Survey: Majority of B2B Email Recipients Delete Messages Before Opening
As B2B marketers struggle to drive awareness through email, new research suggests that it may be due to recipients’ instincts to instantly delete. The “2015 B2B Participation Survey” from Iris has found that 63 percent of respondents delete emails they don’t like to read without opening them first.
When it comes to recipient preferences, about 70 percent stated that they want to receive marketing emails that lead with example-driven content. Approximately 66 percent also want them to be professional, rather than overly friendly. Taking these statistics into account could help reduce the number of emails that find their way into the “trash.”
Additionally, the data shows that 55 percent of respondents do not unsubscribe from email lists when a company occasionally sends them something worthwhile. Thirty-two percent said they stay subscribed because they like seeing what other B2B marketers are emailing to the industry.
Statistics show that awareness and traffic are still the primary challenges for B2B marketers, with more than 90 percent of marketers citing these issues. Budget and ROI are also near the top of the list.
Personalization and Open Rates
Marketers that do not focus on email personalization risk facing the most adversity, according to new survey results from VentureBeat.

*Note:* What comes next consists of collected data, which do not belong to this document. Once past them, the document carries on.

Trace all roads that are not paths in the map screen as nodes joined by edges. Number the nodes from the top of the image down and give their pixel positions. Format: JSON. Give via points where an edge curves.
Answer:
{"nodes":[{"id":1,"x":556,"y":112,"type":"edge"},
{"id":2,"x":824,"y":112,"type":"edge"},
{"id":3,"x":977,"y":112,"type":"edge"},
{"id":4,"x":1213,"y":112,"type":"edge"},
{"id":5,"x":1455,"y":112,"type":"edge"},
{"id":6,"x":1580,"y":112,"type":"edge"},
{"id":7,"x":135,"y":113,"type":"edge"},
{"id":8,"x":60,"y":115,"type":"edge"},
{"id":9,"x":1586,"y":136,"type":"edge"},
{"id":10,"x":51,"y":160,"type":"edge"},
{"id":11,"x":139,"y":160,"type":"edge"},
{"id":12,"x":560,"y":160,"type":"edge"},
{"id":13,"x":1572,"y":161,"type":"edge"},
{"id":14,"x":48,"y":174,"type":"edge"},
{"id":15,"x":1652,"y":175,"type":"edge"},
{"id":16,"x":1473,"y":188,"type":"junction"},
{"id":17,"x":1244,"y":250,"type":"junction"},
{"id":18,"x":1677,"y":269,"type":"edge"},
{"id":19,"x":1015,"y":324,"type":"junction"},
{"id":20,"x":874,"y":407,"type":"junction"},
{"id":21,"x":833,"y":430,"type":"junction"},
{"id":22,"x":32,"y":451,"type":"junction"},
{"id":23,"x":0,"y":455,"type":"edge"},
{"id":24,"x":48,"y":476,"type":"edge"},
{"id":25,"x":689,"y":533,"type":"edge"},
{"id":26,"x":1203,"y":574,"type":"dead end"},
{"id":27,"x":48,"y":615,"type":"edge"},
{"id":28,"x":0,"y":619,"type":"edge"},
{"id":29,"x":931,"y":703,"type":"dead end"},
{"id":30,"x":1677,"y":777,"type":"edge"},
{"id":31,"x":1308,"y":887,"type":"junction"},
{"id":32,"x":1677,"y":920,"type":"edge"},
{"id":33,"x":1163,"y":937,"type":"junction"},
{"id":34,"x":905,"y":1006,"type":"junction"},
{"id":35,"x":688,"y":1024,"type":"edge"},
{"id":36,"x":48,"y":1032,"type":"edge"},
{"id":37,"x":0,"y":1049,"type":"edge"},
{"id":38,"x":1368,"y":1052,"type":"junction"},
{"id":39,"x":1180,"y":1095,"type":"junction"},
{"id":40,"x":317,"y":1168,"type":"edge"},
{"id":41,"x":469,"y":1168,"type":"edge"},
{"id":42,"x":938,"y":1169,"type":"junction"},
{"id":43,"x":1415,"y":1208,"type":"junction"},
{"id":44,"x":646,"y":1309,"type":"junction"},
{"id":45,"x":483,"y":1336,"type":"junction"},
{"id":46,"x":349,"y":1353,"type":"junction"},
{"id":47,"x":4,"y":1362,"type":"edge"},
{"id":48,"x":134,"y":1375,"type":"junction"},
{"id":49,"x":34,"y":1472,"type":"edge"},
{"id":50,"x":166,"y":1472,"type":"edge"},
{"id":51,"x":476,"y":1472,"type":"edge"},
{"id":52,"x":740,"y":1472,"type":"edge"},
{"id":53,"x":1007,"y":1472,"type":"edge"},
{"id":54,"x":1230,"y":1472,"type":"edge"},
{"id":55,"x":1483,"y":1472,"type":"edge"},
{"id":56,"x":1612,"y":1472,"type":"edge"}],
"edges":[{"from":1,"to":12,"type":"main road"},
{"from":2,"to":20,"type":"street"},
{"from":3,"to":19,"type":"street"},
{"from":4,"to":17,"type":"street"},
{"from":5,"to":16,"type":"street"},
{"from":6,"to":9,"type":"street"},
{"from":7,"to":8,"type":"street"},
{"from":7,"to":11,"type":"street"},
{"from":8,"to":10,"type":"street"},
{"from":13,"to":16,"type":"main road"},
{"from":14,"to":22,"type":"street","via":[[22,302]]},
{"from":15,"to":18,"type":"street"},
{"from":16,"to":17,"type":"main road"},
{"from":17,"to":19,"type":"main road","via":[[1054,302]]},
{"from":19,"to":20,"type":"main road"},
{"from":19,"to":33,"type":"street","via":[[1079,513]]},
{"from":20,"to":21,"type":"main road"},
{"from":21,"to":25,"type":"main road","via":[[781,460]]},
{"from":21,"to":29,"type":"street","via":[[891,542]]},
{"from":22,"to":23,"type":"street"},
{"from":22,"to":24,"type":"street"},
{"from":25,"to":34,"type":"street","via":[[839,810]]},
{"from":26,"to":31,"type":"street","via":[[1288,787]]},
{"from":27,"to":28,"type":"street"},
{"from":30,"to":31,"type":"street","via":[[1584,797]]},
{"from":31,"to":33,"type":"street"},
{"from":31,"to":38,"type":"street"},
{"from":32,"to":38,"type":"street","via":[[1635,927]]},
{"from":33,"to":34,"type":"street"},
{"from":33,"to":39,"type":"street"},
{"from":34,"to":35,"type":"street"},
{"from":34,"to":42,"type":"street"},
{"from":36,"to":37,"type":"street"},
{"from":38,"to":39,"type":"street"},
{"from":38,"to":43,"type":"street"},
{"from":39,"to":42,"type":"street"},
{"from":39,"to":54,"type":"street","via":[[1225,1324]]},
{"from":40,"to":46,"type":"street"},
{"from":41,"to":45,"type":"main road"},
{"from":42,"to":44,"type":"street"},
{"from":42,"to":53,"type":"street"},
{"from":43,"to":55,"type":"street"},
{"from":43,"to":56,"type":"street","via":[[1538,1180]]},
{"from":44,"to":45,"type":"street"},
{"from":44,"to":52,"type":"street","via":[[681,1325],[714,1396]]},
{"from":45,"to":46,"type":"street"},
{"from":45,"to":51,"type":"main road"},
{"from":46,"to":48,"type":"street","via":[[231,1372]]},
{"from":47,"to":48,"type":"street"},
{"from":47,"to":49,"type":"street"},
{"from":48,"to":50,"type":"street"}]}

An analysis of responses from 200 marketers has found that 95 percent have seen their open rates increase through personalization.
The majority (21.3 percent) saw an increase of between 5 and 10 percent. Marketers use respondents’ names (32 percent), social profiles (29.4 percent) and demographics (27.4 percent) to personalize their emails.
“Consumers have come to expect greater relevance from every interaction — and they are blocking and unsubscribing from irrelevant messages,” said VentureBeat Analyst Andrew Jones. “Email personalization addresses consumer demands for relevance, as well as marketers’ need to drive qualified traffic while maintaining low unsubscribe rates.”